日本聖書協会『新共同訳 旧約聖書』詩編85編9-14節

(Ⅰ)2011年のクリスマス 〜今年の私たちの心〜

昨年のクリスマス礼拝から一年が経ちました。今年もこうして皆さんと共にクリスマス礼拝の時を持つことが出来ました。とても嬉しい事なのだと思います。ベツレヘムという小さな町で起こった出来事、暗闇の中、馬小屋の飼い葉桶に寝かされたイエス・キリストのご降誕を祝うクリスマス、それは一年に一回やってきます。当然のことなのかもしれません。

けれども、2011年という一年を振り返ると、今年は、特別なことを感じる一年であったと、多くの人が感じているのではないでしょうか。3月に東日本大震災が起こりました。この悲しく、辛くなることを通して、「今という時の大切さ」や「感謝」の思いを持ったり、考えることも多かったのだと思います。

しかし、時が経つと、その思いはやがてうすれていきます。あるいは、実際は全く逆のことを思っている自分がいる、自分をじっと見つめると、そのことに、私たちは気づきます。

そう考えると、新約聖書で、パウロという人が、次のことを書いたのがよく分かります。「いつも喜んでいなさい、絶えず祈りなさい、どんなことにも感謝しなさい」、と。

喜んだり、他者のことを祈ったり、感謝できない人間の心、そういったものを私たちの誰もが抱えています。大げさに聞こえるかもしれませんが、だれでも闇を抱えている、と言えます。そして、その人間が集まることによってできる「社会」、「人間の世界」と言って良いかと思いますが、それらがどのようなものであるか、それは明らかです。
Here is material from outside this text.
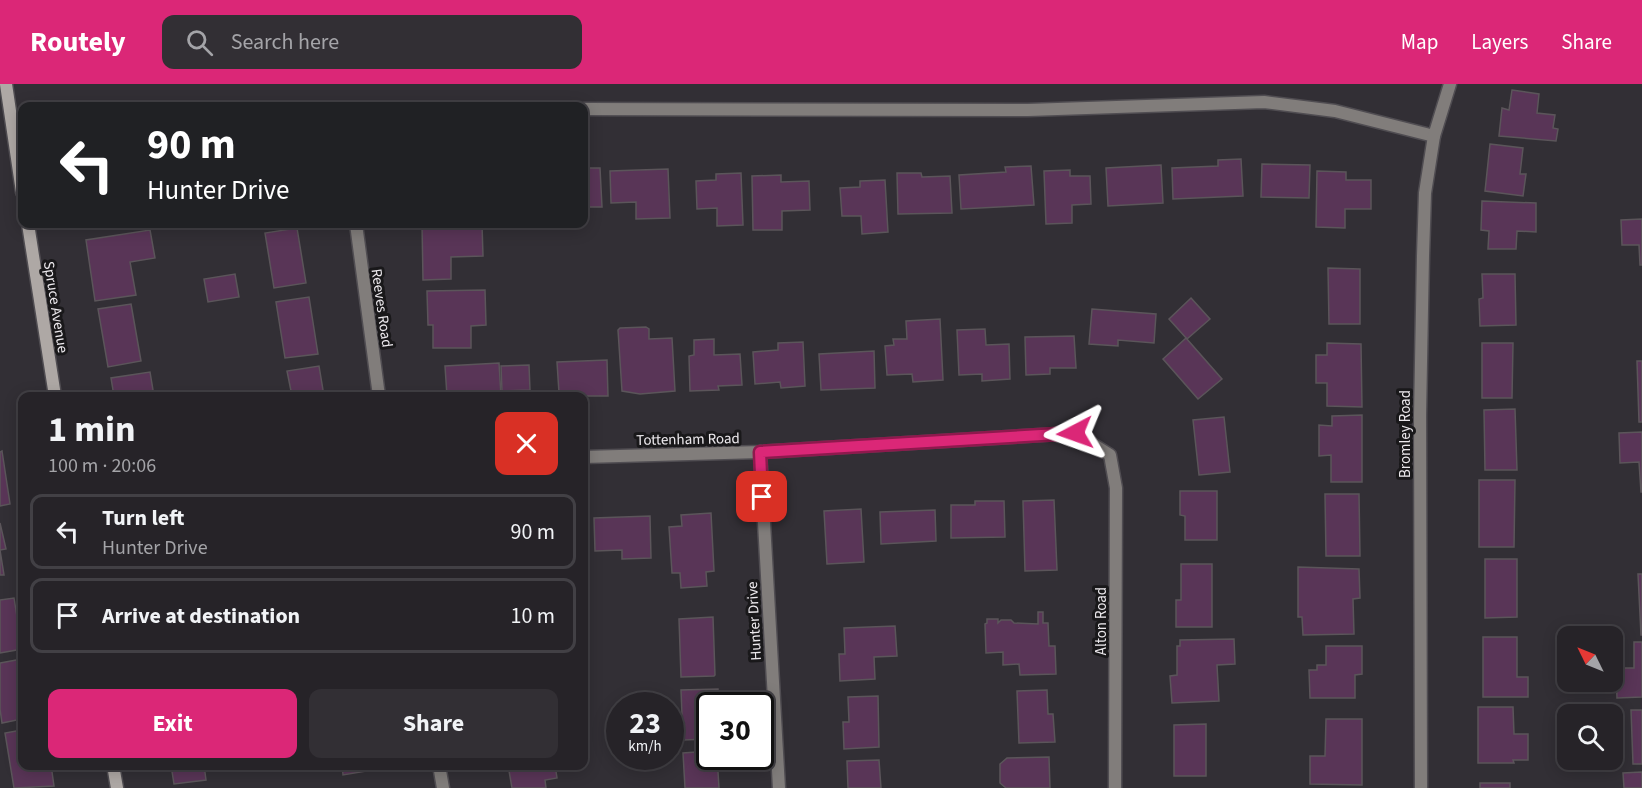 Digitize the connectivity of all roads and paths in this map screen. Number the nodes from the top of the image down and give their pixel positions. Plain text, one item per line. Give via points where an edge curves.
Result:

(Ⅱ)聖書と私たちの世界 〜昔も今も変わらないもの〜

ノーベル平和賞を受賞した人で、マザーテレサという人がいます。カトリックのシスターでした。インドのカルカッタを中心に、貧困に苦しむ人達のために活動され、1997年に天に召されました。そのマザーテレサは、次の言葉を残しました。知っている人もいるかもしれません。話の中の一文だけを引用します。「愛の反対は無関心」、と。

「自分さえ良ければ」、といった昔も今も変わらない人間の心、「無関心におおわれている社会」、この世界に、主イエスは来られたのです。しかも、通常の誕生では考えられないようなみすぼらしく、貧しく、質素な所で、主イエスは生まれました。

(Ⅲ)クリスマスを告げられた人(1)羊飼い 〜神さまからのプレゼント〜

 「主イエスの誕生」という出来事を、最初に知らされたのは、「羊飼い」でした。

羊飼いは、今と異なり、当時、身分の低い者、とされていたのです。定まった土地に住むことはありませんでした。そのため財産を持てませんでした。したがって、野原で羊と共に生活をし、野宿をする、ですから、とてもきつい仕事であったと思われます。

それゆえ、羊飼いは、社会では関心を持たれませんでした。

しかし、神様は、社会とは異なる目で人間をご覧になるのです。羊飼いに関心を持たれたのです。先ほど読んだ旧約聖書には「平和」という単語が記されていました。ここでの「平和」、それは「戦争のない状態」だけを指すのではありません。「関心を持つ」「心に留める」ということです。考えてみたら「相手のことを心に留めない」上での平和は、ありえません。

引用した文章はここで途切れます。